Identity resolution is a classic graph problem hiding inside what many teams still try to solve with relational joins.
In this project, I built a local-first identity resolution engine that:
- stores fragmented user identifiers in Neo4j
- generates synthetic overlapping user data
- resolves hidden identity links through recursive Cypher traversals
- uses Ollama to translate natural language into Cypher
- exposes the whole workflow through both a CLI and a lightweight web UI
This post walks through the design, code, and implementation details.
The Problem
Imagine this simplified user journey:
- one account signs in with
tech_user@gmail.com - another signs in with
tech_user+alt@gmail.com - both use the same device
- a third identity later shares a cookie or phone with the second identity
Those records may look independent in tabular storage, but in a graph they form a connected component.
That is exactly what identity resolution needs: path discovery across shared identifiers.
Why a Graph Database Fits Better
In SQL, link analysis usually becomes:
- self-joins on login tables
- joins on device tables
- more joins on email or cookie tables
- increasingly difficult reasoning as hop depth increases
In Neo4j, identifiers become nodes and relationships become explicit edges.
So instead of forcing the query planner through repeated joins, you traverse the graph directly.
High-Level Architecture
flowchart TD
USER["Developer / Analyst"] --> UI["CLI or Web UI"]
UI --> APP["Python Service Layer"]
APP --> OLLAMA["Ollama Local Model"]
APP --> NEO["Neo4j"]
APP --> SEED["Synthetic Data Generator"]
OLLAMA --> GEN["Generated Cypher"]
GEN --> APP
APP --> PROFILE["PROFILE Metrics"]
PROFILE --> UI
NEO --> UI
The Graph Model
The core schema is intentionally small:
(:Identity {identity_id, full_name})
(:Email {address})
(:Phone {number})
(:Device {device_id})
(:Cookie {cookie_id})
Relationships:
(:Identity)-[:HAS_EMAIL]->(:Email)
(:Identity)-[:HAS_PHONE]->(:Phone)
(:Identity)-[:USED_DEVICE]->(:Device)
(:Identity)-[:ASSOCIATED_WITH]->(:Cookie)
This keeps the graph readable while still modeling real-world identity fragmentation.
Local Infrastructure
Neo4j runs locally via Docker Compose:
services:
neo4j:
image: neo4j:5.26
container_name: neo4j-identity
ports:
- "7474:7474"
- "7687:7687"
environment:
NEO4J_AUTH: neo4j/password
This lets the entire project stay local:
- local database
- local seeding
- local LLM inference
- local UI
Seeding Synthetic Overlap Data
The project uses Faker to generate 100 identities, but the important part is not just fake data. It is fake data with overlap.
The seeding script deliberately creates:
- shared devices
- shared cookies
- reused emails
- reused phones
- explicit demo chains
Code excerpt:
shared_devices = [f"device-shared-{idx:03d}" for idx in range(1, 11)]
shared_cookies = [f"cookie-shared-{idx:03d}" for idx in range(1, 11)]
shared_emails = [f"shared_user_{idx}@example.com" for idx in range(1, 7)]
shared_phones = [f"+14155550{idx:03d}" for idx in range(1, 7)]
Then, for selected rows, those identifiers get reused.
The script also injects a deterministic demo chain:
chain_overrides = [
("identity-001", "tech_user@gmail.com", "+14155550111", "device-demo-001", "cookie-demo-001"),
("identity-002", "tech_user+alt@gmail.com", "+14155550112", "device-demo-001", "cookie-demo-002"),
("identity-003", "bob@info.com", "+14155550113", "device-demo-002", "cookie-demo-002"),
("identity-004", "robert@info.com", "+14155550114", "device-demo-002", "cookie-demo-004"),
]
That gives you predictable live demo scenarios.

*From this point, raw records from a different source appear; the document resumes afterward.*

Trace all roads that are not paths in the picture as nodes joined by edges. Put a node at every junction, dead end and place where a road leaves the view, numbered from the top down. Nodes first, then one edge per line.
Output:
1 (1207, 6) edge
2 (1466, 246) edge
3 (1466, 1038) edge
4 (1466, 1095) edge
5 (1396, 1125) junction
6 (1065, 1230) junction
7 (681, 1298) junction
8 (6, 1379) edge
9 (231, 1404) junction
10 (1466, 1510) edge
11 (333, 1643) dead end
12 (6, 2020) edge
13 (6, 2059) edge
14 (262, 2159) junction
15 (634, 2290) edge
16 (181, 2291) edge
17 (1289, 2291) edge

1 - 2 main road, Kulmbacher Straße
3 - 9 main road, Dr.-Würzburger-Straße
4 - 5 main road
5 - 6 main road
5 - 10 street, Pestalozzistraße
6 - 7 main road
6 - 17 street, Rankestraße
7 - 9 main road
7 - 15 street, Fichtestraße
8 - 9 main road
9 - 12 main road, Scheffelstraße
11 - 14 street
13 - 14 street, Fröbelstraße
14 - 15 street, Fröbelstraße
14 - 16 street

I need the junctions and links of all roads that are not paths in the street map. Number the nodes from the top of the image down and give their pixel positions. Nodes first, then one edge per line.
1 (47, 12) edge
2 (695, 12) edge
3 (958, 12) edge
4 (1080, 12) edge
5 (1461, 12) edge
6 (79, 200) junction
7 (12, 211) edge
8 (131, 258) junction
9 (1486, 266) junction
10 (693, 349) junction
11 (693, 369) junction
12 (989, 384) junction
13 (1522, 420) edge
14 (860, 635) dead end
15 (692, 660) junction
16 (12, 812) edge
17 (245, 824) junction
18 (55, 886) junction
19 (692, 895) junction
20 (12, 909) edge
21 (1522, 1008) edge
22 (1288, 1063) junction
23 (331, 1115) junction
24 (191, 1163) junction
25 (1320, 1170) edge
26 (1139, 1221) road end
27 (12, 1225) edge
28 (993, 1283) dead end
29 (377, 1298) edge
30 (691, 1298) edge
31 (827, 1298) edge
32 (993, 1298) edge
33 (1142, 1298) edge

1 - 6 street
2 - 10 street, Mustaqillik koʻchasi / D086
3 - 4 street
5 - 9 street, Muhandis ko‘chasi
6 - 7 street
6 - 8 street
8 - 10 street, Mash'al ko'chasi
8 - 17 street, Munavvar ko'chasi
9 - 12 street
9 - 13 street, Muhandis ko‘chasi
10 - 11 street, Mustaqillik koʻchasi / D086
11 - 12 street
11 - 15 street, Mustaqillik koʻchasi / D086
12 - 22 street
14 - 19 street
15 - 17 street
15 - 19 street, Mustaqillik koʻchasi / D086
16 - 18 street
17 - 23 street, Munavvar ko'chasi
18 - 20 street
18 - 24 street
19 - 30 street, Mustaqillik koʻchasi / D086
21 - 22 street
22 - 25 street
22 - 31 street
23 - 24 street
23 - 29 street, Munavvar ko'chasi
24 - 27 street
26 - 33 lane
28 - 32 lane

Data Integrity with Constraints
The project creates uniqueness constraints before seeding:
CREATE CONSTRAINT email_address_unique IF NOT EXISTS
FOR (e:Email) REQUIRE e.address IS UNIQUE
CREATE CONSTRAINT phone_number_unique IF NOT EXISTS
FOR (p:Phone) REQUIRE p.number IS UNIQUE
This matters because graph ingestion should preserve identity semantics:
- a given email node should not duplicate accidentally
- a phone number should resolve to one canonical node
The Core Resolution Query
The simplest demonstration query is also one of the most important:
MATCH (start:Email {address: $email})
MATCH p=(start)-[*1..4]-(related)
RETURN p
That [*1..4] is the key.
It says:
- start at a known identifier
- traverse any relationship type
- explore up to 4 hops
This exposes transitive links like:
Email -> Identity -> Device -> Identity -> Cookie
For an identity resolution demo, that is the moment when the graph model becomes obvious.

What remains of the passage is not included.